- The Washington Times - Thursday, September 26, 2002

The millions of people who reside in the Kurdish safe haven carved out of Iraqi Kurdistan in 1991 believe that they are today living in a golden age, thanks largely to the U.S.-imposed northern no-fly zone that has permitted an unprecedented flowering of democracy, pluralism and human rights. At the same time, they are worried about the effects of regime change in a post-Saddam Iraq, particularly the frightening prospect of a scramble for power in their region. Policy-makers should have similar concerns as they contemplate the forcible removal of Saddam; there is a serious risk that such a move could constitute jumping out of the frying pan and into the fire, with potentially disastrous implications for foreign policy. Accordingly, policy-makers need to give serious consideration to the solution to the problem of destabilization in Iraq after regime change that has been embraced by virtually all of the Iraqi opposition groups federalism.

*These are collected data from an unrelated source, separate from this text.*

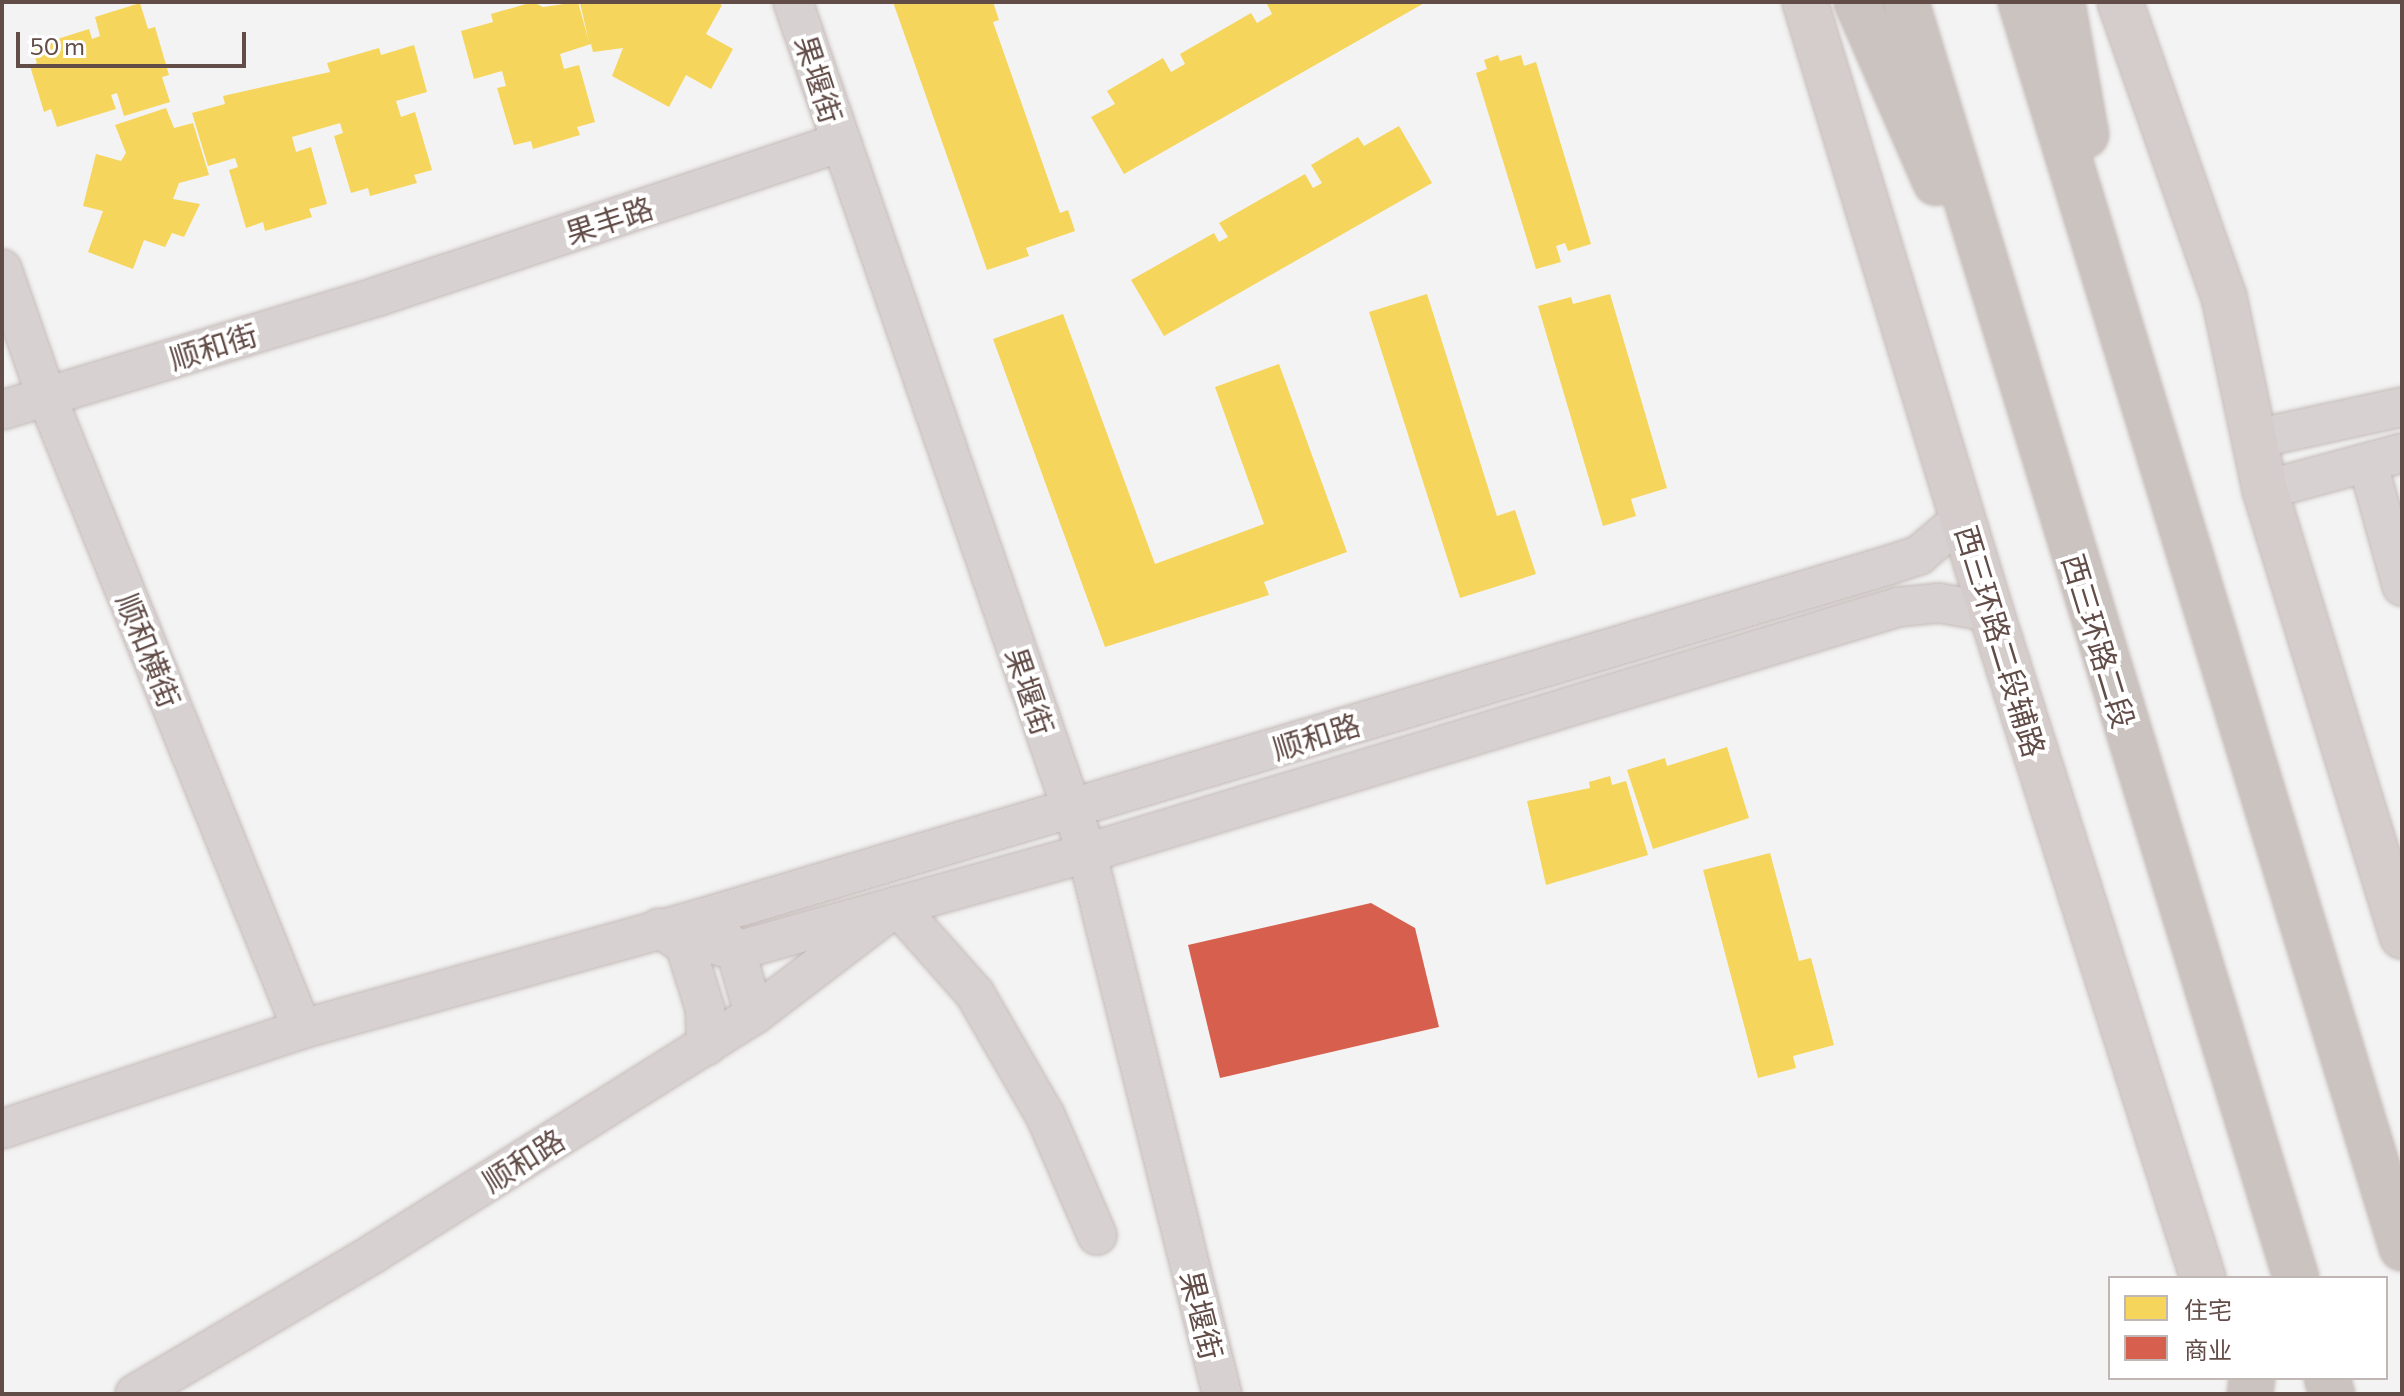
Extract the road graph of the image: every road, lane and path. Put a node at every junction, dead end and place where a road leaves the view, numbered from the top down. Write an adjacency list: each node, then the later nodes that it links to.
1 (793, 2): 8 (street, 果堰街)
2 (1805, 2): 19 (main road, 西三环路二段辅路)
3 (1857, 2): 12 (highway)
4 (1906, 2): 12 (highway, 西三环路二段)
5 (2021, 2): 11 (highway)
6 (2062, 2): 11 (highway)
7 (2120, 2): 16 (main road)
8 (840, 143): 10 (street, 果丰路); 22 (street, 果堰街)
9 (2, 269): 13 (street, 顺和横街)
10 (379, 296): 13 (street, 顺和街)
11 (2122, 334): 35 (highway)
12 (2016, 366): 33 (highway, 西三环路二段)
13 (46, 395): 15 (street, 顺和街); 30 (street, 顺和横街)
14 (2402, 407): 16 (street)
15 (2, 410)
16 (2254, 439): 18 (main road)
17 (2385, 458): 18 (street); 20 (street)
18 (2265, 490): 27 (main road)
19 (1963, 518): 21 (main road, 西三环路二段辅路); 22 (street, 顺和路)
20 (2402, 586)
21 (1991, 612): 23 (street, 顺和路); 36 (main road, 西三环路二段辅路)
22 (1071, 809): 23 (street, 果堰街); 25 (street, 顺和路)
23 (1087, 853): 24 (street, 顺和路); 40 (street, 果堰街)
24 (897, 906): 28 (street, 顺和路); 29 (street, 顺和路); 34 (street)
25 (702, 918): 26 (street, 顺和路); 28 (street)
26 (657, 927): 28 (street); 30 (street, 顺和路); 31 (street)
27 (2402, 936)
28 (736, 951): 29 (street)
29 (754, 1015): 31 (street, 顺和路)
30 (302, 1029): 32 (street, 顺和路)
31 (706, 1046): 39 (street, 顺和路)
32 (2, 1129)
33 (2275, 1211): 37 (highway); 38 (highway, 西三环路二段)
34 (1097, 1235)
35 (2402, 1248)
36 (2202, 1276)
37 (2266, 1276)
38 (2295, 1276)
39 (135, 1394)
40 (1222, 1394)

The Iraqi National Congress (INC) has consistently supported the creation of a unified, federal and democratic post-Saddam Iraq. Even the Tehran-based Supreme Council for Islamic Revolution in Iraq (SCIRI) has recently clarified its position on federalism, arguing that there is a precedent in Islam for this form of governance. In fact, one can make the case that federalism has already been established in Iraq. The Kurdish safe haven under the Kurdistan Regional Government (KRG) is, for all intents and purposes, a federal political unit. Regime change will simply connect this entity to a new central government.
Federalism is a system of government in which power is divided between a central authority and constituent political units. In some multi-cultural states like Switzerland, the constituent political units are defined not only geographically but also culturally on the basis of language, ethnicity, religion or tribe. Federalism as an organizing structure for governance can promote stability in multi-cultural states through the establishment of political units whose relationship to the center is defined in a governing document that provides written principles concerning structures and rules for governance, and appropriation of federal funds.
A key consideration for the Bush administration and Congress is Turkey's position on Iraq's Kurdish question and federalism. It is well known that Turkey has consistently opposed the creation of an independent Kurdish state. More recently, however, Turkey has put forth mixed messages on the question of federalism and autonomy for the Kurds in a post-Saddam Iraq. One message has been that Turkey will not oppose the reorganization of Iraq along federal lines, as long as Mosul and the oil-rich city of Kirkuk are not ceded to a permanent Kurdistan regional governorate. A second is that a Turkoman regional governorate, to include Kirkuk, should be established within historic Iraqi Kurdistan for Iraq's small Turkoman community.
Turkey appears to have positioned itself to intervene militarily in the event of a regime change in Iraq. Turkish tanks are positioned in areas well inside the Kurdish safe haven. In the Barwari area, the Turkish flag's crescent and star are carved into the mountainside below, where Turkish tanks are stationed. Turkey's defense minister, Sabahattin Cakmakoglu, recently declared that "Turkey considers northern Iraq to be under its direct care" and would not tolerate the region "being subjugated to the interests of others" the "others" being, of course, Iraqi Kurds who represent the majority community in Iraqi Kurdistan (northern Iraq) and the second largest ethnic group in Iraq. Whether the historically Kurdish city of Kirkuk is incorporated into a permanent Kurdistan regional governorate in a future Iraq and whether a separate federal region for the Turkoman is to be established are decisions best left to the Iraqi people.
Notwithstanding the fact that Turkey is a staunch and valued ally, it is clearly in the national interest to expand the debate on federalism as the appropriate organizing framework for a post-Saddam Iraq within the administration and Congress. A just and lasting resolution to the Kurdish question is essential to establishing stability in Iraq. Federalism, as an organizing structure for governance in pluralistic societies, can resolve the Kurdish question and thus promote stability a precondition for the development of democracy, human rights and a vibrant civil society in a future Iraq.
Why? The leaders of the key Iraqi opposition groups including Kurds view federalism not only as the key to the solution of the Kurdish question, but also as the best "insurance" against the rise of another tyrannical regime in the future. The Bush administration and Congress should expand the debate and examine the thesis that, as in America, federalism in a future Iraq will provide the necessary checks and balances to moderate the power of any future central government and, as in Switzerland, guarantee the rights of all communities, including the Kurds.

Carole A. O'Leary is the Scholar in Residence for the Middle East Initiative at the Center for Global Peace and an adjunct professor at American University's School of International Service. She conducted research in the Kurdish safe haven in June and July.